**Task details**. Locate the string "Kuhweg" in the records below. Copy every line where it occurs.

Stored items:
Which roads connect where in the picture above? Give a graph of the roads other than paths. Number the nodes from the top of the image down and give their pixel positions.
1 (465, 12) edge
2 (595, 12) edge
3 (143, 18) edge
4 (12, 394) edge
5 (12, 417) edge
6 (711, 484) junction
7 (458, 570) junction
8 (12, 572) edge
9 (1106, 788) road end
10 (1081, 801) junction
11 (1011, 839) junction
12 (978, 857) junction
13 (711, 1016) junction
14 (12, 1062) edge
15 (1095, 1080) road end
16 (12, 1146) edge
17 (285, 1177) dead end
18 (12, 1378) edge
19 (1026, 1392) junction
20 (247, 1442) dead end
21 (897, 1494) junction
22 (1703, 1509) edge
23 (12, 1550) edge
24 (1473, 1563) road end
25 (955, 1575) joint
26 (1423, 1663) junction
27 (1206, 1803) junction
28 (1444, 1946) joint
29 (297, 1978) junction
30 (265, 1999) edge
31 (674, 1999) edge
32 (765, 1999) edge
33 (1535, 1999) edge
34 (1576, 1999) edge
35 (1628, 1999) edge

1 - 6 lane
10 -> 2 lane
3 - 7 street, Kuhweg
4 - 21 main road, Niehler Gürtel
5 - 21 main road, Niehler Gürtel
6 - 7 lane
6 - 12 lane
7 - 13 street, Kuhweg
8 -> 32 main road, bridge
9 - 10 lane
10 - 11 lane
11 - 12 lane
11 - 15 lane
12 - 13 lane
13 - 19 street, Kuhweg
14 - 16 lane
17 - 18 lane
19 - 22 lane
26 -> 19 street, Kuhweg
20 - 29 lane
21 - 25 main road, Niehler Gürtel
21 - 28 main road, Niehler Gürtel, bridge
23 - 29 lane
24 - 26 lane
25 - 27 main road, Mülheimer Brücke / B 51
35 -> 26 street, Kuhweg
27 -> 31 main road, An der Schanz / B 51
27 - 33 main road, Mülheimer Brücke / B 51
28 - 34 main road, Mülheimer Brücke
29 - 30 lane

**Answer to the exercise**.
3 - 7 street, Kuhweg
7 - 13 street, Kuhweg
13 - 19 street, Kuhweg
26 -> 19 street, Kuhweg
35 -> 26 street, Kuhweg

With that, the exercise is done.